GPU computing at TeideHPC#
The TeideHPC cluster has a number of nodes that have NVIDIA general purpose graphics processing units (GPGPU) attached to them. It is possible to use CUDA tools to run computational work on them and in some use cases see very significant speedups.
As we explained in the how to run jobs section we can use 3 differents ways for sending a job to the job queue: using an interactive session, launching the application in real time or by means of an execution script.
GPUs on Slurm#
To request a single GPU on slurm just add #SBATCH --gres=gpu
to your submission script and it will give you access to a GPU. To request multiple GPUs add #SBATCH --gres=gpu:n
where ‘n’ is the number of GPUs.
So if you want 1 CPU and 2 GPUs from our general use GPU nodes in the ‘gpu’ partition, you would specify:
If you prefer to use interactive session you can use:
While on GPU node, you can run nvidia-smi to get information about the assigned GPU’s.
Specifying GPU Type or MIG partition to use.#
The GPU models currently available on our cluster can be found here but as we explain in MIG section we can specify gpu type or MIG partition to use. There are two methods that can be used.
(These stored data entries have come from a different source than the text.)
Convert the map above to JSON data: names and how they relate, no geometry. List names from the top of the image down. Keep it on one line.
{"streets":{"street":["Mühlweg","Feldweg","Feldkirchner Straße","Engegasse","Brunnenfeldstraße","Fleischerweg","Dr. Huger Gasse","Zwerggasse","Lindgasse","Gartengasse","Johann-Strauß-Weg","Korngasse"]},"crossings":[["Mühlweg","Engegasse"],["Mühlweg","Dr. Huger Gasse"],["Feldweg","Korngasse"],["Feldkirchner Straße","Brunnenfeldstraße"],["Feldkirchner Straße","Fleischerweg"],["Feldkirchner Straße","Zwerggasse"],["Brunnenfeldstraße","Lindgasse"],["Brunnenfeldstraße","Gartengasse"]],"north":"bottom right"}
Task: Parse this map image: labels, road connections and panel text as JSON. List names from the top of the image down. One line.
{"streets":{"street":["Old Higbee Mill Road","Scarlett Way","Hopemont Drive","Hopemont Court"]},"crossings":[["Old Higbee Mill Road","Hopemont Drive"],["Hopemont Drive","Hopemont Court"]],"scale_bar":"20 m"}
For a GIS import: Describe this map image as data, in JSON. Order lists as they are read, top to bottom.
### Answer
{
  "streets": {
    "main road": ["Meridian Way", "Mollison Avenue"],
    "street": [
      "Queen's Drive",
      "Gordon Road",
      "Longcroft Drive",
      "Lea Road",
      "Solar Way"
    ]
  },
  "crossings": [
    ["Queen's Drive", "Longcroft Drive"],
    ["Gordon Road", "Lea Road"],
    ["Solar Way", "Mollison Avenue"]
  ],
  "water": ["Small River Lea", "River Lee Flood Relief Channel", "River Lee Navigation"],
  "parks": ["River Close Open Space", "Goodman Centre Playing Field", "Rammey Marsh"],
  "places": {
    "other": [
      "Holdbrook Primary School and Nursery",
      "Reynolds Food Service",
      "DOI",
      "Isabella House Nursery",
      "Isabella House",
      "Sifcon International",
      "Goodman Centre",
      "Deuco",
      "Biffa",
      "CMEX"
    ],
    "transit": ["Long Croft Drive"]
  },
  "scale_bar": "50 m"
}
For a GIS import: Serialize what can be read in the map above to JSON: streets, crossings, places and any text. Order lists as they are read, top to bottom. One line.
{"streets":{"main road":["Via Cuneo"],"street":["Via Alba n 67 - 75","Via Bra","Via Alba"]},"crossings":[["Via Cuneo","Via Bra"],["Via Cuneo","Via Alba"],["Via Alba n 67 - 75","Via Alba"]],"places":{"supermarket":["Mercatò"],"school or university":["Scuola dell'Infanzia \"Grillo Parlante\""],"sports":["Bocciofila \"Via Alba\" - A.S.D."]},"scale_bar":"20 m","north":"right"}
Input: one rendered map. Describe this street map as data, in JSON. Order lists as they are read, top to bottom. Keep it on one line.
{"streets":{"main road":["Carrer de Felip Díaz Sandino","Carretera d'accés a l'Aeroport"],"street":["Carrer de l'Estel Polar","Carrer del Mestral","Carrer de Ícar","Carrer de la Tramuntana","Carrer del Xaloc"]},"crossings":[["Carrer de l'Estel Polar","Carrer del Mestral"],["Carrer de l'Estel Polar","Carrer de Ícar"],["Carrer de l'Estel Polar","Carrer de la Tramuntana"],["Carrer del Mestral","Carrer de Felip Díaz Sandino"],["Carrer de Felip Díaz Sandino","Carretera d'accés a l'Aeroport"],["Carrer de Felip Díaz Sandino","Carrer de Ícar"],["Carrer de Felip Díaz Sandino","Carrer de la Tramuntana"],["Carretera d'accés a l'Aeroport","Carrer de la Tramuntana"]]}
Visit request GPU and compute resources page for a detailed explanation:
Select GPU using --constraint= #
Select GPU using --gres=gpu:model:1 or --gres=gpu:mig-partition:1#
Note that --gres specifies the resources on a per node basis, so for multinode work you only need to specify how many gpus you need per node.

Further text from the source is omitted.